There are a few problems anticipated with the current amendment of the MTP Bill, such as the overwhelming deficit of specialist availability, especially in rural, and scheduled areas, which might make it difficult to constitute boards as contemplated under the MTP Bill. Even sustainability of medical board in each state and union territory is a challenge. The preference for a male child may keep sex determination centers active despite their illegal status. There are concerns that a more liberal abortion law can aggravate it. There may be a need of subjecting a woman for multiple investigations to determine whether termination can be opted, where there could be a violation of their dignity and privacy. In the absence of any time limit for the Medical Board’s decisions, the concerned party may have to seek a court for expeditious disposal. Fast-track courts need to be set up to deal with the disputes arising under the Act.

FUTURE DIRECTIONS

There are certain points, which could be considered in the future like the inclusion of an anesthetist and psychiatrist committee to address concerns surrounding the administration of anesthesia and a mental well-being of the woman. Those belonging to the transgender community should also be brought within the ambit of this Bill. Even with the inclusion of the Indian medicine system (Ayurveda, Siddha, Unani, or Homeopathy), nurses and auxiliary nurse midwives were suggested with claws to increase legal MTP providers.

CONCLUSION

There is a trend towards the liberalization of abortion law globally, more in industrialized countries. With the expansion of the grounds on which women can avail of abortions, the quality and safety of abortion care have improved, and so is maternal survival. The growth of medical abortion has transformed abortion practices and postabortion care. It is directly related to the safety of the act and is also associated with fewer risks and less severe complications.

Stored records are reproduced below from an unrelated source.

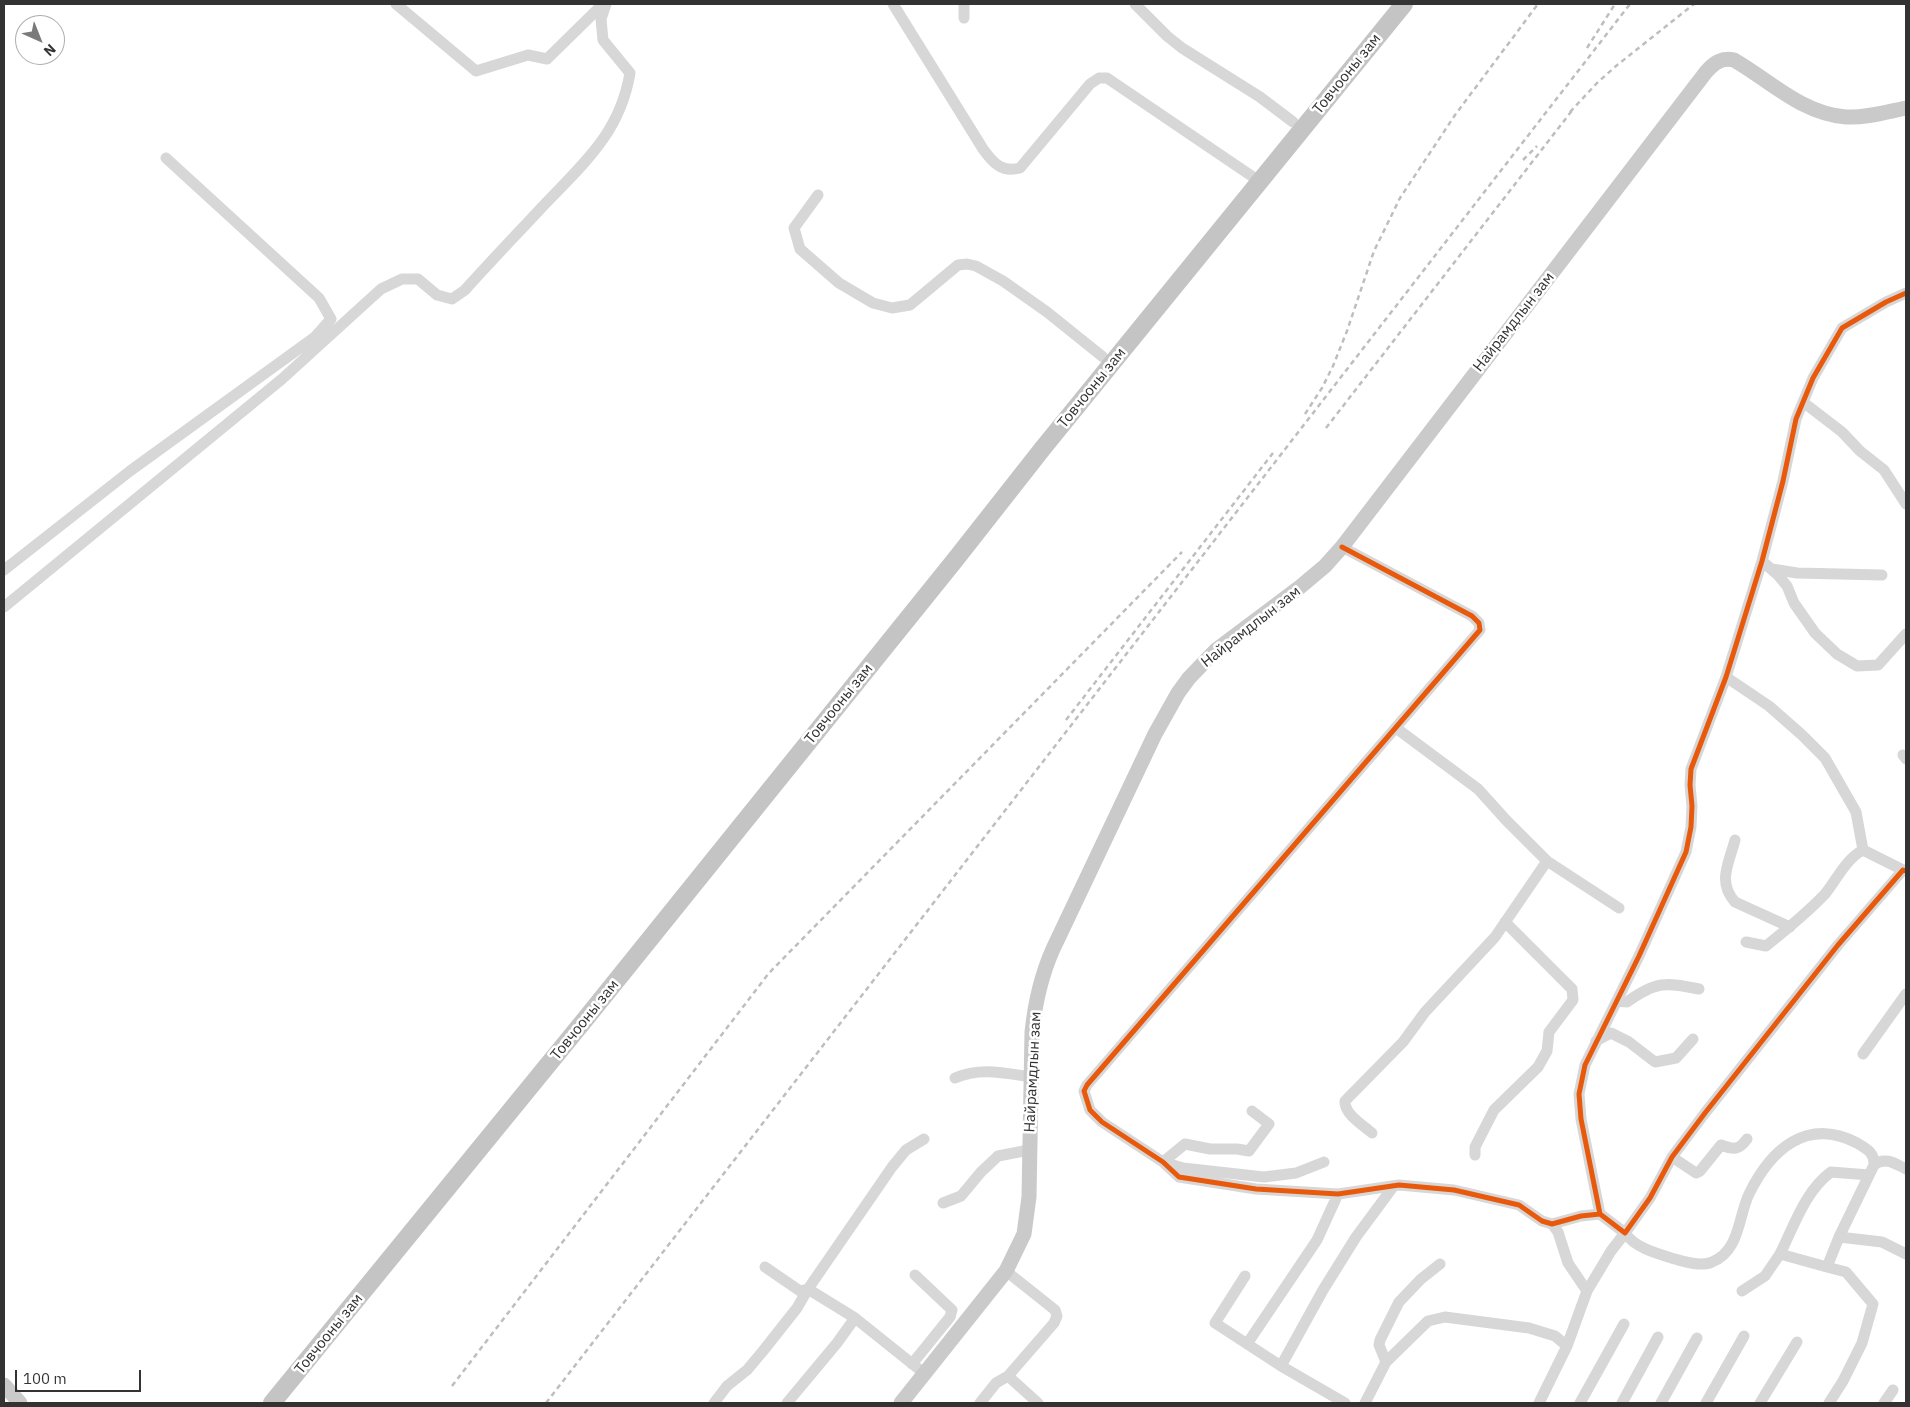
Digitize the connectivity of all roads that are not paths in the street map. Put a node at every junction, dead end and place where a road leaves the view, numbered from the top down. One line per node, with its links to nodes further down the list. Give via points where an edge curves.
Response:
1 (396, 4): 2 (street, via 476,72 528,55 547,59)
2 (605, 4): 23 (street, via 600,19 603,40 630,73 619,112 599,146 465,290 452,299 437,296 418,279 402,279 381,289 286,375)
3 (893, 4): 12 (street, via 978,141 999,167 1012,171 1020,168 1090,84 1099,78 1107,78)
4 (964, 4): 8 (street)
5 (1135, 4): 10 (street, via 1182,48)
6 (1390, 4): 10 (highway, Товчооны зам)
7 (1404, 4): 12 (highway, Товчооны зам)
8 (964, 18)
9 (1906, 108): 18 (main road, Найрамдлын зам, via 1859,116 1826,113 1798,101 1731,59 1715,63)
10 (1293, 122): 12 (highway, Товчооны зам)
11 (166, 158): 21 (street, via 319,298 330,319 315,337 130,471)
12 (1254, 178): 15 (highway, Товчооны зам); 90 (highway, Товчооны зам, via 587,1017)
13 (818, 195): 15 (street, via 794,228 800,249 839,284 874,303 892,308 910,305 958,265 976,266 1048,312)
14 (1906, 293): 16 (street, via 1842,328)
15 (1103, 357): 89 (highway, Товчооны зам)
16 (1802, 402): 17 (street, via 1884,470); 19 (street)
17 (1906, 504)
18 (1342, 547): 26 (street, via 1472,616 1479,623 1477,634); 41 (main road, Найрамдлын зам, via 1314,576 1216,650 1189,678 1168,709 1048,961 1034,1011)
19 (1762, 562): 20 (street); 25 (street)
20 (1772, 569): 22 (street, via 1797,573); 24 (street, via 1787,586 1794,603 1815,633 1837,654 1857,666 1878,665)
21 (4, 570)
22 (1882, 575)
23 (4, 607)
24 (1906, 634)
25 (1726, 677): 28 (street, via 1770,706 1825,758 1856,812); 37 (street, via 1691,769 1692,813 1686,852)
26 (1396, 728): 29 (street, via 1478,789); 50 (street, via 1087,1085 1084,1091 1090,1110 1102,1122)
27 (1735, 840): 33 (street, via 1724,875 1728,895 1735,902)
28 (1863, 850): 30 (street); 33 (street, via 1855,854 1825,893)
29 (1547, 861): 31 (street); 32 (street)
30 (1905, 870): 49 (street, via 1838,945)
31 (1619, 908)
32 (1505, 922): 44 (street, via 1425,1012 1403,1042 1346,1101 1351,1115); 48 (street, via 1572,989 1573,1000 1549,1032 1547,1051 1538,1067 1494,1110 1475,1147)
33 (1790, 927): 34 (street, via 1766,946)
34 (1746, 942)
35 (1699, 989): 37 (street, via 1659,984 1627,1002)
36 (1906, 994): 40 (street)
37 (1617, 1001): 39 (street)
38 (1693, 1039): 39 (street, via 1676,1058 1655,1062 1611,1033)
39 (1596, 1041): 57 (street, via 1585,1064 1579,1094 1581,1120)
40 (1863, 1054)
41 (1031, 1077): 42 (street, via 984,1071); 47 (main road, Найрамдлын зам)
42 (955, 1078)
43 (1252, 1111): 50 (street, via 1269,1124 1249,1151 1185,1144)
44 (1372, 1133)
45 (1747, 1138): 49 (street, via 1738,1148 1721,1145 1696,1173)
46 (924, 1139): 69 (street, via 906,1150 892,1167)
47 (1029, 1150): 56 (street, via 998,1156 961,1196); 66 (main road, Найрамдлын зам, via 1026,1223)
48 (1476, 1155)
49 (1672, 1157): 59 (street, via 1650,1198)
50 (1163, 1162): 51 (street, via 1183,1168 1264,1177 1296,1173); 55 (street, via 1179,1177 1256,1188)
51 (1324, 1162)
52 (1906, 1169): 53 (street, via 1881,1161)
53 (1872, 1170): 59 (street, via 1874,1157 1870,1151 1839,1135 1808,1136 1790,1143 1776,1154 1749,1195 1739,1230 1728,1250 1707,1264 1667,1257 1641,1246); 60 (street); 61 (street, via 1831,1172 1823,1177 1805,1202)
54 (1393, 1187): 55 (street); 58 (street, via 1454,1190 1519,1205); 82 (street, via 1356,1236 1322,1290)
55 (1338, 1194): 78 (street, via 1317,1240)
56 (943, 1203)
57 (1600, 1214): 58 (street); 59 (street)
58 (1552, 1224): 71 (street, via 1558,1232 1568,1263)
59 (1624, 1233): 71 (street)
60 (1839, 1237): 62 (street, via 1882,1242); 65 (street)
61 (1780, 1254): 65 (street); 70 (street, via 1765,1276)
62 (1906, 1254)
63 (1440, 1264): 80 (street, via 1399,1302 1380,1340)
64 (765, 1267): 69 (street, via 800,1291)
65 (1827, 1267): 103 (street, via 1846,1272 1873,1304 1862,1344)
66 (1006, 1271): 83 (main road, Найрамдлын зам); 84 (street, via 1055,1310 1057,1316)
67 (915, 1275): 81 (street, via 952,1310 950,1317)
68 (1245, 1276): 78 (street, via 1215,1324)
69 (808, 1289): 72 (street); 91 (street, via 763,1351)
70 (1742, 1290)
71 (1587, 1291): 79 (street)
72 (855, 1318): 81 (street); 87 (street)
73 (1624, 1324): 98 (street)
74 (1744, 1336): 101 (street)
75 (1658, 1337): 99 (street)
76 (1697, 1338): 100 (street)
77 (1797, 1342): 102 (street)
78 (1247, 1344): 82 (street)
79 (1567, 1346): 80 (street, via 1555,1336 1529,1328 1445,1317 1428,1321); 97 (street)
80 (1386, 1362): 96 (street)
81 (912, 1364): 83 (street)
82 (1281, 1366): 95 (street)
83 (925, 1374): 92 (main road, Найрамдлын зам)
84 (1008, 1376): 93 (street, via 996,1383); 94 (street)
85 (4, 1385): 88 (main road)
86 (1893, 1390): 104 (street)
87 (787, 1402)
88 (20, 1403)
89 (258, 1403)
90 (272, 1403)
91 (714, 1403)
92 (901, 1403)
93 (980, 1403)
94 (1038, 1403)
95 (1345, 1403)
96 (1365, 1403)
97 (1539, 1403)
98 (1580, 1403)
99 (1622, 1403)
100 (1661, 1403)
101 (1706, 1403)
102 (1760, 1403)
103 (1829, 1403)
104 (1884, 1403)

Although, the right to abortion is not universally recognized and it is being punished socially and legally in some of the countries. Abortion is still a widespread stigma. The diversity of law and practices of induced abortion across the globe has resulted in differences in frequency, methodology, consequences on women’s life and health. Abortions around the world reflect unwanted pregnancies, contraceptive uptake problems, contraceptive failures, and different socioeconomic strata. The risk associated with unsafe abortion reflects social inequalities. The downward trend of abortion globally suggests stronger sexual health, reproductive health, and adolescent health.

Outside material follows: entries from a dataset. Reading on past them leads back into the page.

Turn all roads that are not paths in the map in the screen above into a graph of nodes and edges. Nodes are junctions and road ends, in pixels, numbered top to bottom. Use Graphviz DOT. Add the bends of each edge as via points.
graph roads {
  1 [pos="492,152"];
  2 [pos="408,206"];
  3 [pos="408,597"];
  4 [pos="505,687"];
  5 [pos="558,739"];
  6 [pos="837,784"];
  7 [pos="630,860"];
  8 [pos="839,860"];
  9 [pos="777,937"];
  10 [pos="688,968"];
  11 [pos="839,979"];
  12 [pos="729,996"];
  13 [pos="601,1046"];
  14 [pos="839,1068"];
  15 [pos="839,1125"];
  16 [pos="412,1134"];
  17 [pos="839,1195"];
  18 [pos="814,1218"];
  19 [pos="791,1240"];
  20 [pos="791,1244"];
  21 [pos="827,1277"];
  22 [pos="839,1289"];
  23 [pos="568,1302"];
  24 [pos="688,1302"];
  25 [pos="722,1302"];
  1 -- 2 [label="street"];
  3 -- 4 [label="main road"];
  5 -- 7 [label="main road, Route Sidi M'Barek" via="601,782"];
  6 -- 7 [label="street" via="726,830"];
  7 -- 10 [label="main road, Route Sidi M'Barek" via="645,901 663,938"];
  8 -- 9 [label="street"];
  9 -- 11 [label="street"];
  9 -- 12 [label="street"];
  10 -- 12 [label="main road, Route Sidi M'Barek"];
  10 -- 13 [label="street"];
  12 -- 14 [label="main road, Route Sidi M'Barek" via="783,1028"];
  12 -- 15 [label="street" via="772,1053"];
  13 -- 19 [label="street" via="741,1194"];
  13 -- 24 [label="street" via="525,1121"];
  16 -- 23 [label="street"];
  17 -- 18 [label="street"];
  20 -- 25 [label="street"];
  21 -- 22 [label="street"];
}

Along with the world, the Indian MTP law has shown progressiveness and stands among industrialized nations with highly progressive law. The recent amendment is towards the safety and well-being of women, allowing legal abortions on a broad range of therapeutic, humanitarian, and social grounds. Thus, with a human face, it will ensure dignity, autonomy, confidentiality, and justice for a needy woman.